** PROBLEM DETAILS **
In the copy, include no pictures, but reproduce every record exactly.

SOURCE MATERIAL Start Marker

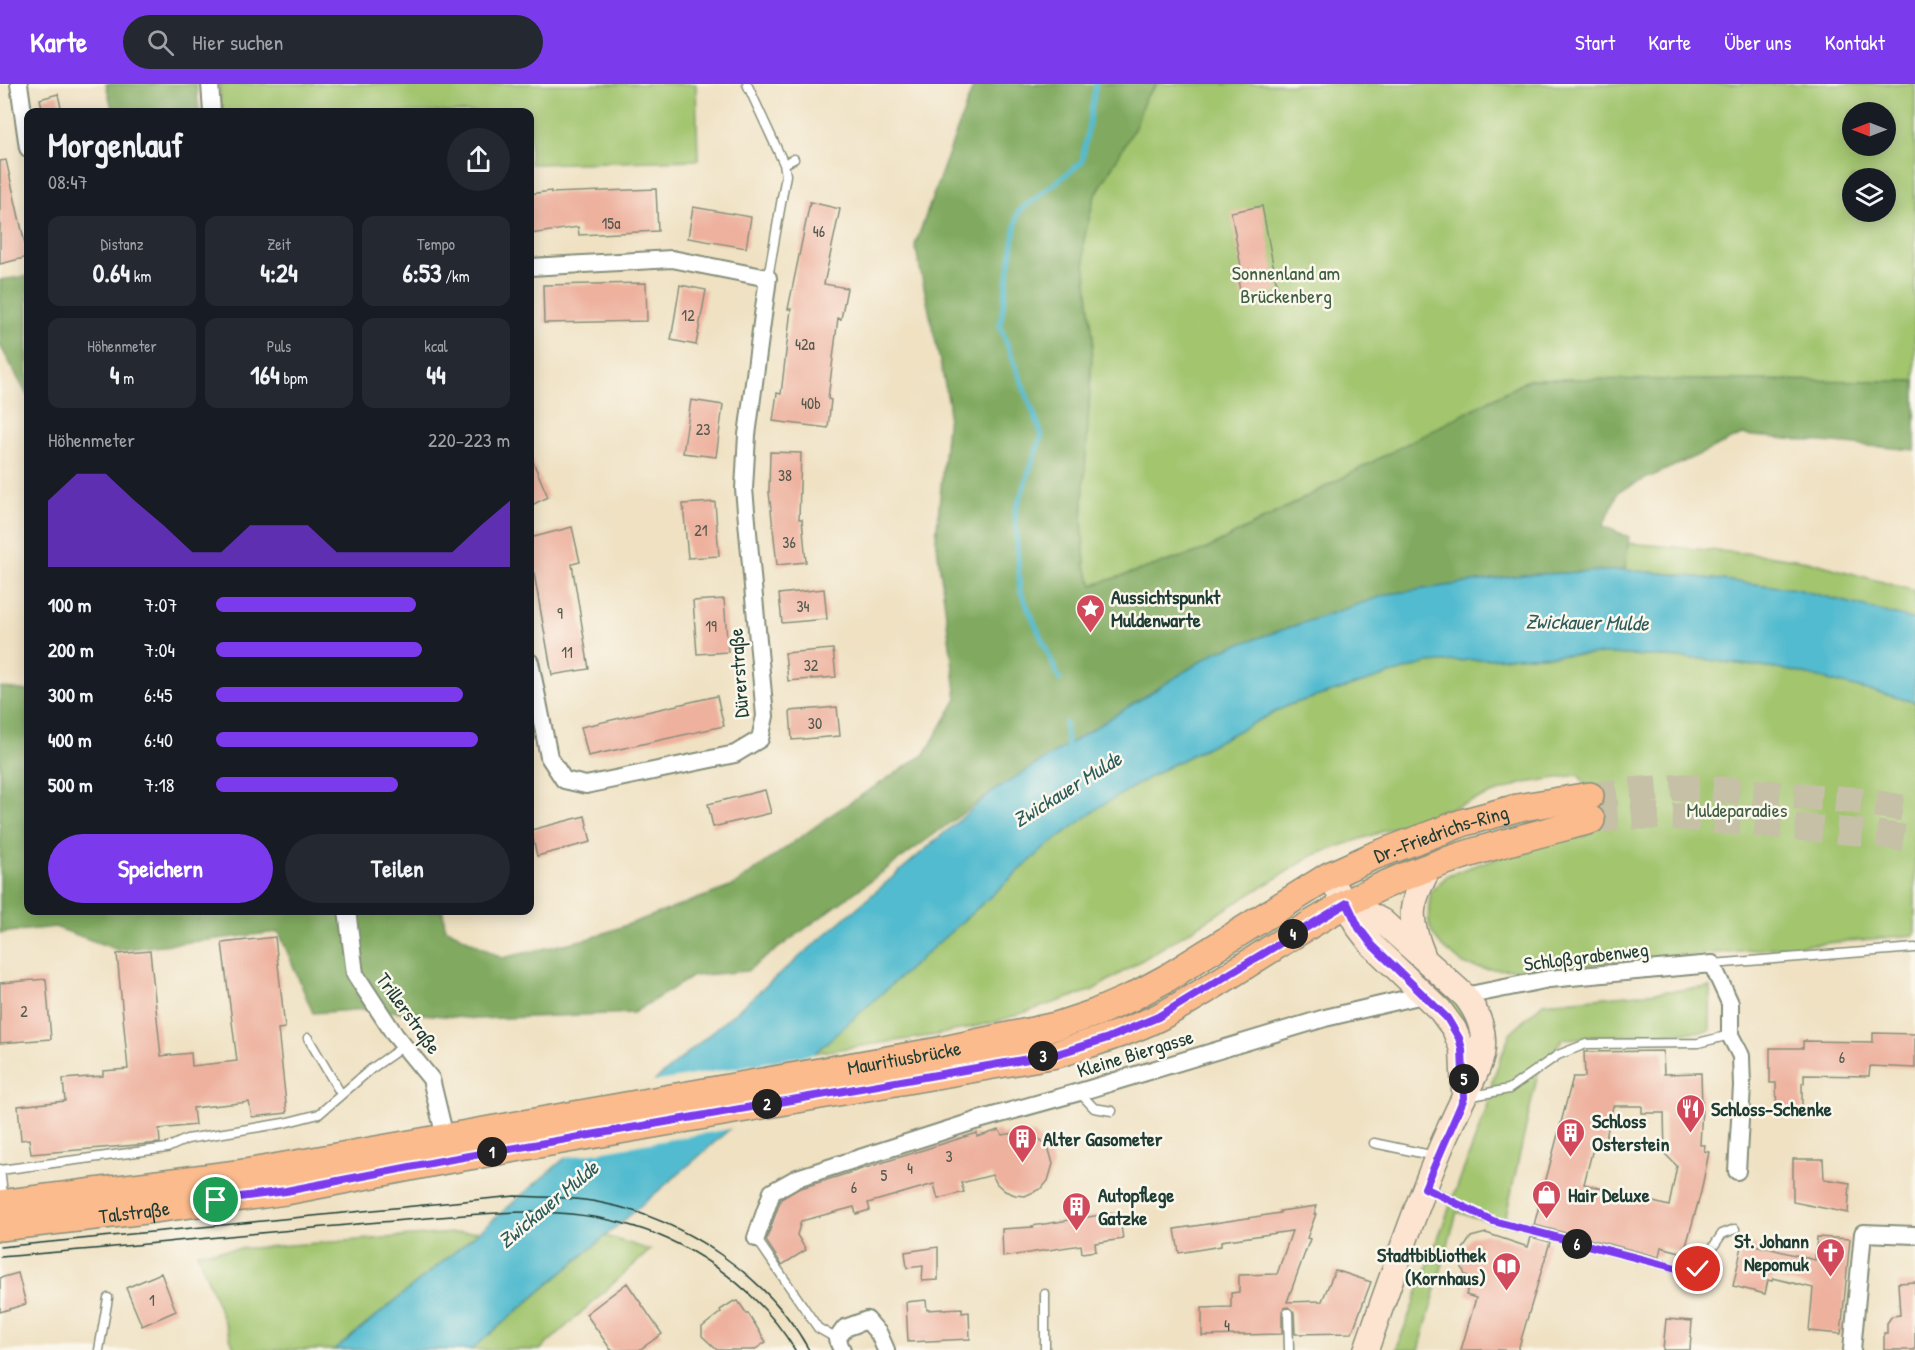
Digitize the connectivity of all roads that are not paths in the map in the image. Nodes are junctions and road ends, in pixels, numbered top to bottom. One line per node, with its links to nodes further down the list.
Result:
1 (19, 84): 5 (street)
2 (210, 84): 4 (street)
3 (747, 84): 7 (lane)
4 (212, 108)
5 (24, 120)
6 (794, 159): 7 (lane)
7 (784, 164): 9 (lane)
8 (534, 267): 9 (street)
9 (768, 278): 10 (street, Dürerstraße)
10 (534, 682)
11 (1430, 866): 12 (main road, Dr.-Friedrichs-Ring); 13 (main road, Dr.-Friedrichs-Ring); 16 (main road)
12 (1329, 876): 13 (main road); 28 (main road, Mauritiusbrücke)
13 (1347, 903): 16 (main road); 18 (main road); 28 (main road, Mauritiusbrücke)
14 (348, 915): 22 (street, Trillerstraße)
15 (1915, 948): 17 (lane, Schloßgrabenweg)
16 (1424, 957): 19 (main road)
17 (1712, 964): 19 (street, Schloßgrabenweg); 20 (street)
18 (1423, 995): 23 (street, Kleine Biergasse); 25 (main road)
19 (1465, 996): 25 (main road)
20 (1730, 1035): 25 (lane); 31 (street)
21 (308, 1038): 24 (lane)
22 (405, 1046): 24 (lane); 28 (street, Trillerstraße)
23 (1079, 1092): 26 (lane); 36 (street, Kleine Biergasse)
24 (341, 1094): 30 (lane)
25 (1464, 1098): 29 (main road)
26 (1113, 1112)
27 (1374, 1143): 29 (lane)
28 (446, 1149): 33 (main road, Talstraße)
29 (1437, 1157): 32 (main road)
30 (0, 1169): 33 (lane)
31 (1737, 1171)
32 (1425, 1188): 34 (lane); 45 (main road)
33 (3, 1215)
34 (1736, 1228)
35 (1915, 1235): 46 (street)
36 (756, 1238): 40 (lane)
37 (1045, 1294): 43 (lane)
38 (108, 1298): 41 (lane)
39 (1288, 1313): 44 (lane)
40 (840, 1345): 42 (street)
41 (99, 1350)
42 (886, 1350)
43 (1045, 1350)
44 (1289, 1350)
45 (1366, 1350)
46 (1852, 1350)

SOURCE MATERIAL End Marker

** COMPLETED EXERCISE **
Digitize the connectivity of all roads that are not paths in the map in the image. Nodes are junctions and road ends, in pixels, numbered top to bottom. One line per node, with its links to nodes further down the list.
Result:
1 (19, 84): 5 (street)
2 (210, 84): 4 (street)
3 (747, 84): 7 (lane)
4 (212, 108)
5 (24, 120)
6 (794, 159): 7 (lane)
7 (784, 164): 9 (lane)
8 (534, 267): 9 (street)
9 (768, 278): 10 (street, Dürerstraße)
10 (534, 682)
11 (1430, 866): 12 (main road, Dr.-Friedrichs-Ring); 13 (main road, Dr.-Friedrichs-Ring); 16 (main road)
12 (1329, 876): 13 (main road); 28 (main road, Mauritiusbrücke)
13 (1347, 903): 16 (main road); 18 (main road); 28 (main road, Mauritiusbrücke)
14 (348, 915): 22 (street, Trillerstraße)
15 (1915, 948): 17 (lane, Schloßgrabenweg)
16 (1424, 957): 19 (main road)
17 (1712, 964): 19 (street, Schloßgrabenweg); 20 (street)
18 (1423, 995): 23 (street, Kleine Biergasse); 25 (main road)
19 (1465, 996): 25 (main road)
20 (1730, 1035): 25 (lane); 31 (street)
21 (308, 1038): 24 (lane)
22 (405, 1046): 24 (lane); 28 (street, Trillerstraße)
23 (1079, 1092): 26 (lane); 36 (street, Kleine Biergasse)
24 (341, 1094): 30 (lane)
25 (1464, 1098): 29 (main road)
26 (1113, 1112)
27 (1374, 1143): 29 (lane)
28 (446, 1149): 33 (main road, Talstraße)
29 (1437, 1157): 32 (main road)
30 (0, 1169): 33 (lane)
31 (1737, 1171)
32 (1425, 1188): 34 (lane); 45 (main road)
33 (3, 1215)
34 (1736, 1228)
35 (1915, 1235): 46 (street)
36 (756, 1238): 40 (lane)
37 (1045, 1294): 43 (lane)
38 (108, 1298): 41 (lane)
39 (1288, 1313): 44 (lane)
40 (840, 1345): 42 (street)
41 (99, 1350)
42 (886, 1350)
43 (1045, 1350)
44 (1289, 1350)
45 (1366, 1350)
46 (1852, 1350)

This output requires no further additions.